Но у Возрождения было немало общего и со средневековьем.

Общие черты теории, методологии истории и историографии Возрождения и средних веков:

а) взгляд на историю как на интеллектуальное занятие, призванное влиять на читателей путем нужных примеров и рассуждений (впрочем, это было характерно и для более поздних эпох);

б) отсюда произвольный подбор примеров и недостаточное уважение к точности фактов, например, подобно античным историкам, историки Возрождения вкладывали в уста исторических деятелей выдуманные речи[5];

в) деятели Возрождения так же, как их предшественники, не считали историю наукой.
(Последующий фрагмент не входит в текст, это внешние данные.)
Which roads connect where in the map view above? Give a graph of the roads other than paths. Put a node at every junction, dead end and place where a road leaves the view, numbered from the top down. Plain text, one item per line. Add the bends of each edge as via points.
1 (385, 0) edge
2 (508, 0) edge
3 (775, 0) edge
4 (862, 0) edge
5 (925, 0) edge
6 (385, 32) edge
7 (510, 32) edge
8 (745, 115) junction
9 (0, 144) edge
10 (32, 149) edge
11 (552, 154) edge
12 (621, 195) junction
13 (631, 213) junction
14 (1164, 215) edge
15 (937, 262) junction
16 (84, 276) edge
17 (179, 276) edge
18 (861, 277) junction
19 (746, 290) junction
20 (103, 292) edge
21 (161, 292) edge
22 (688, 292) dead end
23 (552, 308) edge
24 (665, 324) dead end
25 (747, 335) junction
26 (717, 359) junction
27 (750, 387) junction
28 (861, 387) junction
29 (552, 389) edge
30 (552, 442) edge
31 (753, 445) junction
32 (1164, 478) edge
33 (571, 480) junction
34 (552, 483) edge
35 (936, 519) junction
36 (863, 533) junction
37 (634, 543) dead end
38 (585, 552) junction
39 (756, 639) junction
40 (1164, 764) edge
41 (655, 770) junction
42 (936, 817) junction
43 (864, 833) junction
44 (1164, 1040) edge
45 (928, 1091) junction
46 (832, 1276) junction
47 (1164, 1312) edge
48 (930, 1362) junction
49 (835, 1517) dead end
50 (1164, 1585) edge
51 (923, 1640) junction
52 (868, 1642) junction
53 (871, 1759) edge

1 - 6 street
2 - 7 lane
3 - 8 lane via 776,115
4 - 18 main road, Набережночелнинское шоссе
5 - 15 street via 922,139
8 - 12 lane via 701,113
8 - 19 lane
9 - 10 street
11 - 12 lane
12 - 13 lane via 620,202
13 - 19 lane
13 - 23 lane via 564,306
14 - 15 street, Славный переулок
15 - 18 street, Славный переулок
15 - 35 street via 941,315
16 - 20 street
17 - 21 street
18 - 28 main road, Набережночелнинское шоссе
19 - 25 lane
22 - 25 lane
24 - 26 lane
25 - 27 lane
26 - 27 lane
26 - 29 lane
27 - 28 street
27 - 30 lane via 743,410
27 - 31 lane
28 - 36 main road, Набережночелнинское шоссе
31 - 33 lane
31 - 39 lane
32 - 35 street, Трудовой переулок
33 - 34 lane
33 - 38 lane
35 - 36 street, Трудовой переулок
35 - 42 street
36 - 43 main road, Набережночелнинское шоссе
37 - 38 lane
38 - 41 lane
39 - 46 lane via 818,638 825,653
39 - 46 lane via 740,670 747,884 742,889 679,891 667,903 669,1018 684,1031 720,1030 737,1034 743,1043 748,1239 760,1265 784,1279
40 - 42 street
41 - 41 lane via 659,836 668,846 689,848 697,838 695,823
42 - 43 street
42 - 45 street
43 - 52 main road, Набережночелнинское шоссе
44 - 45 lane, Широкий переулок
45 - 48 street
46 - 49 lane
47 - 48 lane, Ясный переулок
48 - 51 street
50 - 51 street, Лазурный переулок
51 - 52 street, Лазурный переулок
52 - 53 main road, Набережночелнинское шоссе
Век науки был еще впереди;

г) идеологи Возрождения не были атеистами (или агностиками), не выступали против церковного учения, продолжали принимать как данность истории ряд церковных догм, они верили в чудеса и т. п. (но их критический метод стал существенно строже);

д) эпоха Возрождения как бы продолжает развивать возникший повышенный интерес к истории, появившийся в последний период средних веков[6];

е) в эпоху Возрождения продолжалась традиция написания всемирных историй, создается целая серия таких историй, правда, более совершенных, чем средневековые, но в целом столь же компилятивных;

ж) в эпоху Возрождения усилился процесс политизации истории и, к сожалению, даже сознательной ее фальсификации. На этом моменте, поскольку о нем говорят редко, стоит остановиться.
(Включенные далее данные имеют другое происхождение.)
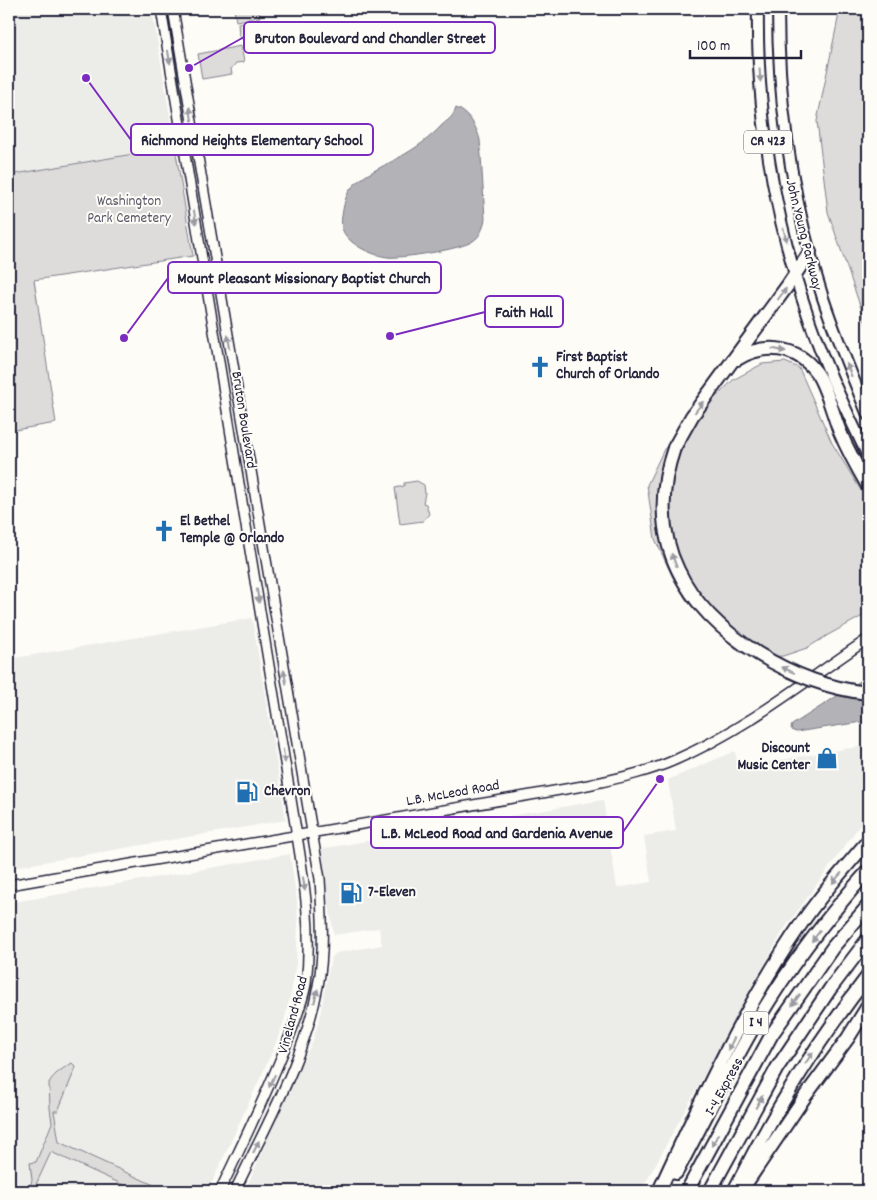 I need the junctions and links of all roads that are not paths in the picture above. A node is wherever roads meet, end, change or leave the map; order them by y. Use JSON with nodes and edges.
{"nodes":[{"id":1,"x":160,"y":9,"type":"edge"},
{"id":2,"x":174,"y":9,"type":"edge"},
{"id":3,"x":758,"y":9,"type":"edge"},
{"id":4,"x":778,"y":9,"type":"edge"},
{"id":5,"x":194,"y":132,"type":"junction"},
{"id":6,"x":181,"y":134,"type":"junction"},
{"id":7,"x":810,"y":252,"type":"junction"},
{"id":8,"x":795,"y":273,"type":"junction"},
{"id":9,"x":219,"y":283,"type":"junction"},
{"id":10,"x":206,"y":285,"type":"junction"},
{"id":11,"x":733,"y":362,"type":"junction"},
{"id":12,"x":868,"y":415,"type":"edge"},
{"id":13,"x":868,"y":456,"type":"edge"},
{"id":14,"x":868,"y":486,"type":"edge"},
{"id":15,"x":263,"y":546,"type":"junction"},
{"id":16,"x":250,"y":548,"type":"junction"},
{"id":17,"x":868,"y":639,"type":"edge"},
{"id":18,"x":868,"y":693,"type":"edge"},
{"id":19,"x":311,"y":834,"type":"junction"},
{"id":20,"x":297,"y":836,"type":"junction"},
{"id":21,"x":868,"y":841,"type":"edge"},
{"id":22,"x":868,"y":870,"type":"edge"},
{"id":23,"x":9,"y":885,"type":"edge"},
{"id":24,"x":868,"y":906,"type":"edge"},
{"id":25,"x":868,"y":939,"type":"edge"},
{"id":26,"x":868,"y":976,"type":"edge"},
{"id":27,"x":868,"y":1006,"type":"edge"},
{"id":28,"x":220,"y":1191,"type":"edge"},
{"id":29,"x":235,"y":1191,"type":"edge"},
{"id":30,"x":659,"y":1191,"type":"edge"},
{"id":31,"x":666,"y":1191,"type":"edge"},
{"id":32,"x":687,"y":1191,"type":"edge"},
{"id":33,"x":710,"y":1191,"type":"edge"},
{"id":34,"x":734,"y":1191,"type":"edge"},
{"id":35,"x":740,"y":1191,"type":"edge"}],
"edges":[{"from":1,"to":6,"type":"street","name":"Bruton Boulevard","one_way":true},
{"from":5,"to":2,"type":"street","name":"Bruton Boulevard","one_way":true},
{"from":3,"to":8,"type":"main road","name":"John Young Parkway","number":"CR 423","one_way":true},
{"from":4,"to":7,"type":"main road","name":"John Young Parkway","number":"CR 423"},
{"from":5,"to":6,"type":"street"},
{"from":5,"to":9,"type":"street","name":"Bruton Boulevard"},
{"from":6,"to":10,"type":"street","name":"Bruton Boulevard","one_way":true},
{"from":7,"to":8,"type":"highway"},
{"from":12,"to":7,"type":"main road","name":"John Young Parkway","number":"CR 423","one_way":true},
{"from":11,"to":8,"type":"highway","one_way":true},
{"from":8,"to":13,"type":"main road","name":"John Young Parkway","number":"CR 423"},
{"from":9,"to":10,"type":"street"},
{"from":15,"to":9,"type":"street","name":"Bruton Boulevard","one_way":true},
{"from":10,"to":16,"type":"street","name":"Bruton Boulevard"},
{"from":11,"to":14,"type":"highway","one_way":true},
{"from":18,"to":11,"type":"highway","one_way":true,"bridge":true},
{"from":15,"to":16,"type":"street"},
{"from":19,"to":15,"type":"street","name":"Bruton Boulevard","one_way":true},
{"from":16,"to":20,"type":"street","name":"Bruton Boulevard","one_way":true},
{"from":17,"to":19,"type":"street","name":"L.B. McLeod Road"},
{"from":19,"to":20,"type":"street","name":"L.B. McLeod Road"},
{"from":29,"to":19,"type":"street","name":"Vineland Road","one_way":true},
{"from":20,"to":23,"type":"street","name":"L.B. McLeod Road"},
{"from":20,"to":28,"type":"street","name":"Vineland Road","one_way":true},
{"from":21,"to":30,"type":"highway","one_way":true},
{"from":22,"to":31,"type":"highway","number":"I 4","one_way":true},
{"from":24,"to":32,"type":"highway","name":"I-4 Express","one_way":true},
{"from":33,"to":25,"type":"highway","one_way":true},
{"from":34,"to":26,"type":"highway","one_way":true},
{"from":27,"to":35,"type":"highway"}]}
Политизация истории. Историки Итальянского Возрождения не творили ради одной истины. Некоторые гуманисты служили при папском дворе, еще большее их количество было связано со светскими государями. Подобно художникам и скульпторам этой эпохи, они были наемными интеллектуалами и им часто заказывали составить официозную историю государств или династий в риторическом стиле для тех или иных республик или княжеств. В эту эпоху каждый город-государство стремился обзавестись собственной историей, причем часто включенной в канву всемирной истории[7]. Это очень интересный момент роста значения историографии[8]. Но, как известно, кто платит, тот и заказывает музыку. А правители часто были заинтересованы в определенной интерпретации событий, поскольку это давало притязаниям определенной династии или группы бóльшую обоснованность. Даже знаменитый «Трактат о ложности дара Константина» Лоренцо Валла (о нем ниже) был написан по политическому заказу. Соответственно гуманисты должны были в большей или меньшей степени угождать заказчикам[9]. Тем не менее это не дает основания умалять реальных заслуг гуманистов.
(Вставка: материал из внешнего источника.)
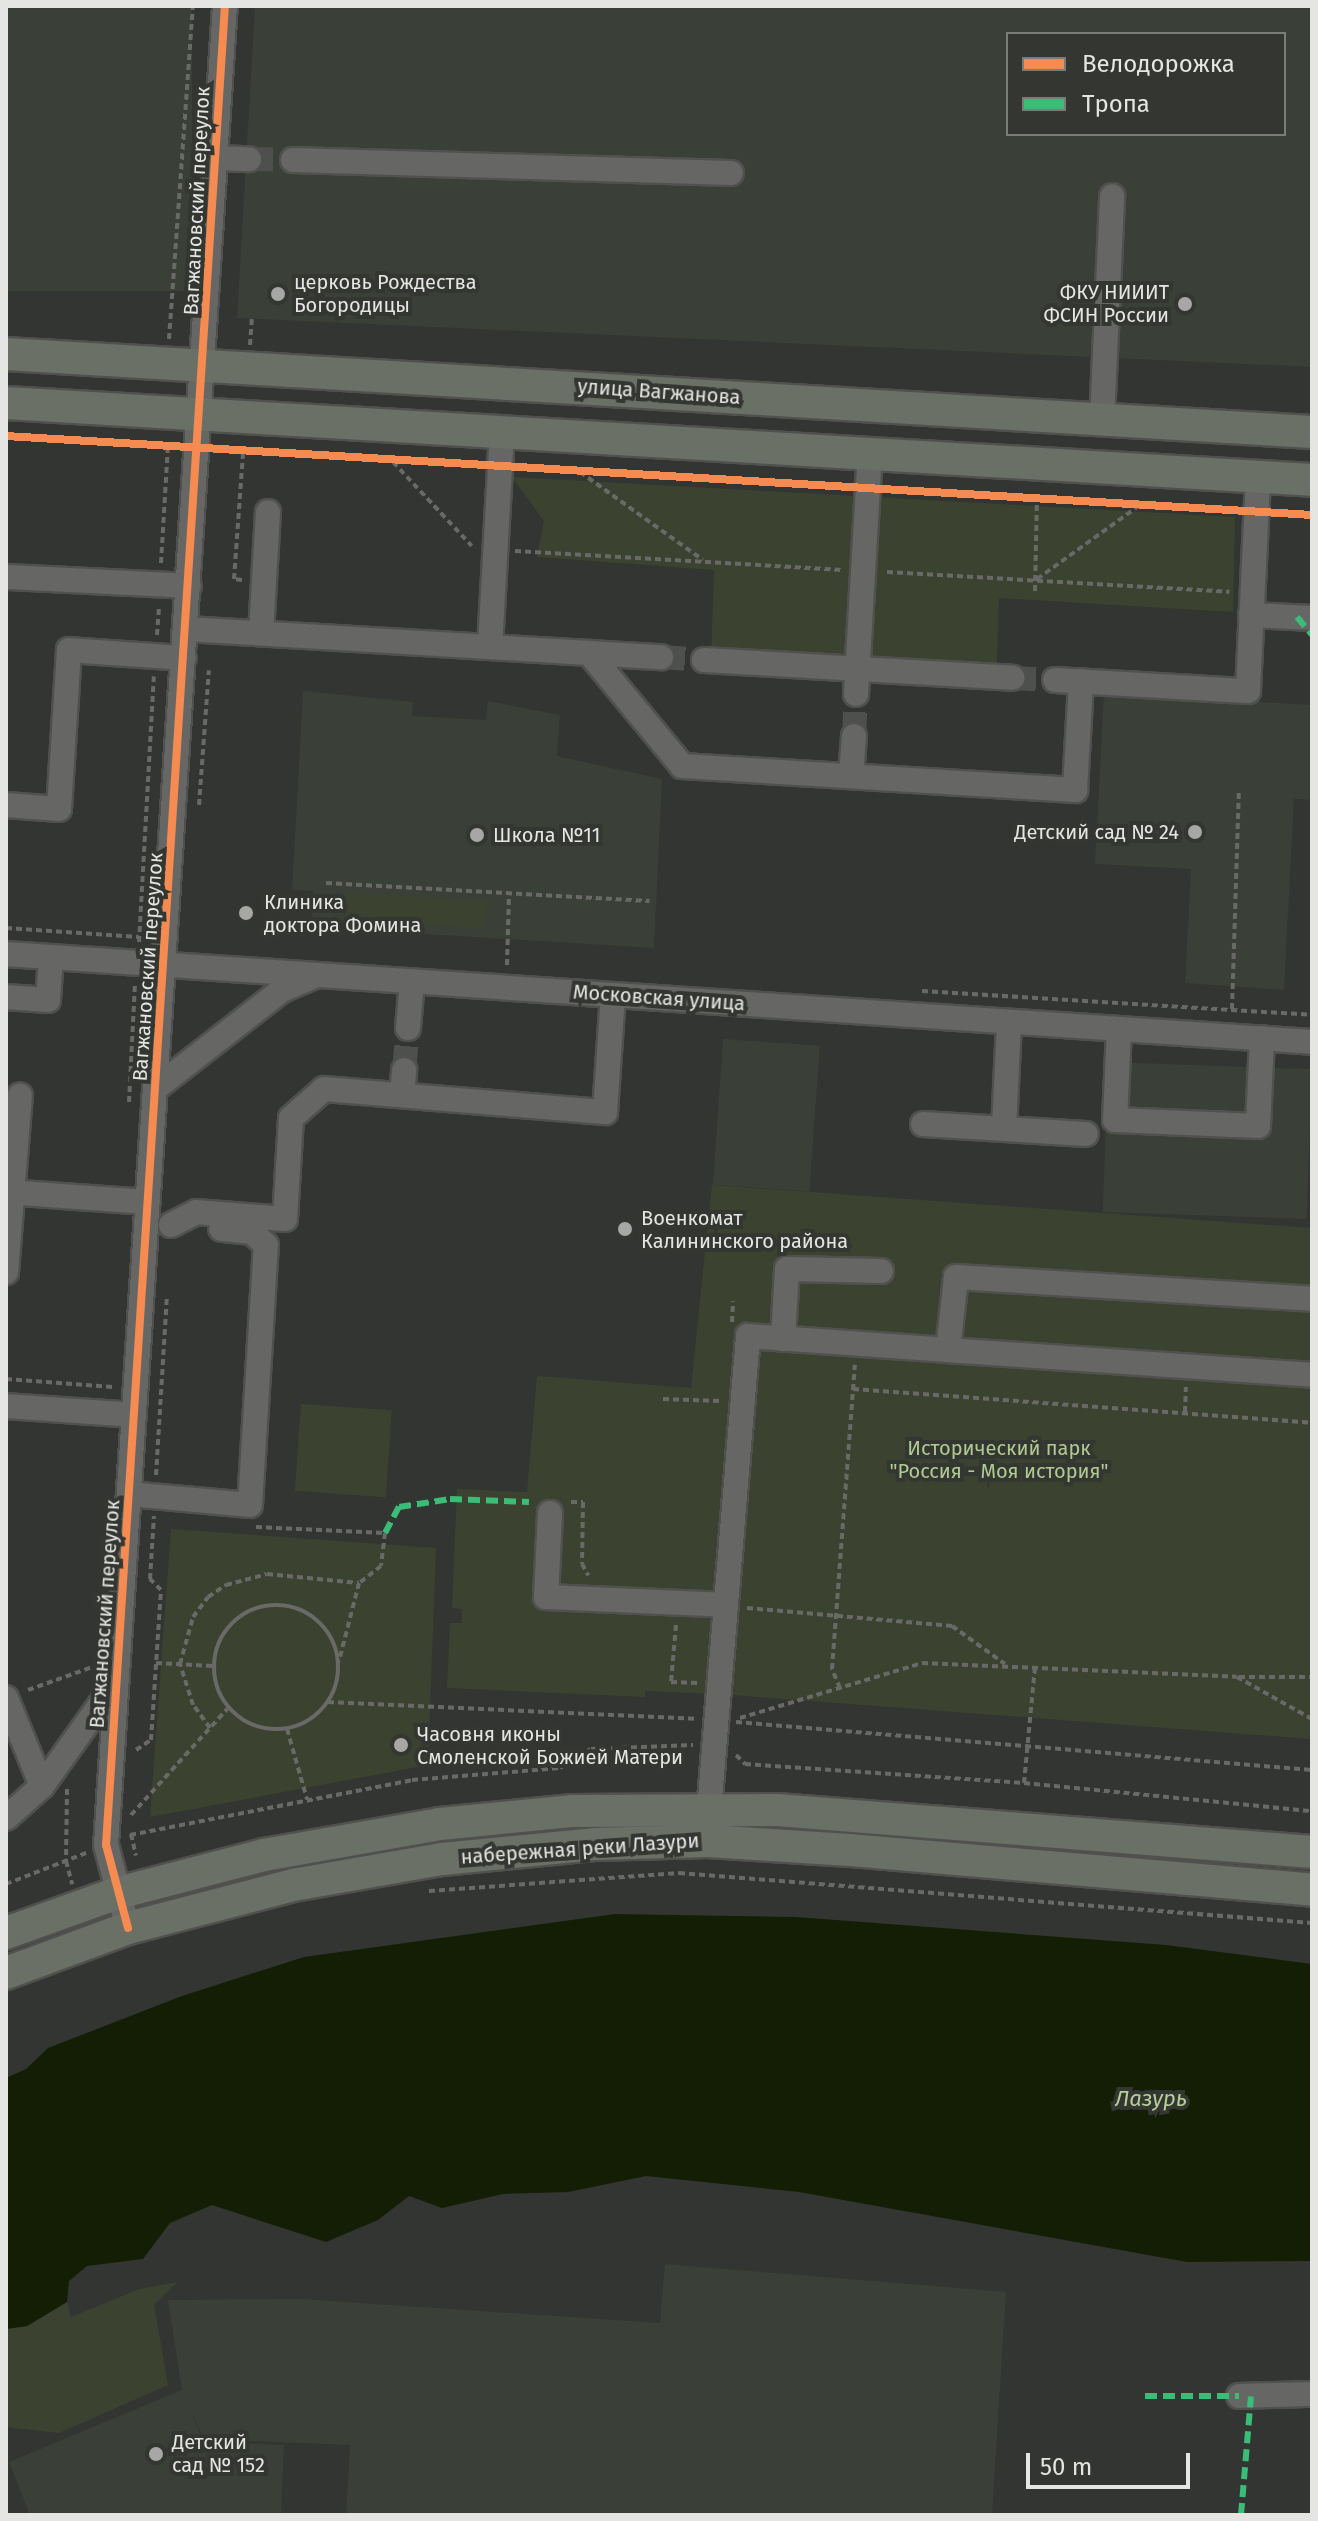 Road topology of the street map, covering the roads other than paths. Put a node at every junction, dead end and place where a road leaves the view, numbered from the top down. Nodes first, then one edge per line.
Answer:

О теории истории в раннее Возрождение

1) Итальянские гуманисты развили некоторые важные моменты теории истории, касающиеся проблем места человека в истории, ценности истории среди других областей знания, периодизации истории (о них ниже).

2) Однако в отличие от писателей раннего христианства мысль итальянских деятелей Возрождения не дала оригинальной теории и философии истории, как из-за того, что они еще не полностью порвали с теологией истории, так и из-за их преклонения перед античностью.

3) Их теория истории не была сколько-нибудь ясно сформулирована и оставалась эклектичной, противоречивой. Фактически они и не стремились к разработке такой теории, главным для них было противопоставление античности и средневековья, но в подходах смешивались идеи обеих этих эпох. С одной стороны, они не отрицали (по крайней мере, прямо) решающую роль Бога в ходе истории, что подразумевает линейность исторического времени. С другой стороны, гуманисты иногда обращались к отброшенной христианством идее круговорота[10].

Достижения исторической мысли раннего Возрождения XV начала XVIв. дали:

1) Новую методологию истории, связанную с филологической критикой источников и текстов, которая, правда, была достаточно широко внедрена только в последующие эпохи.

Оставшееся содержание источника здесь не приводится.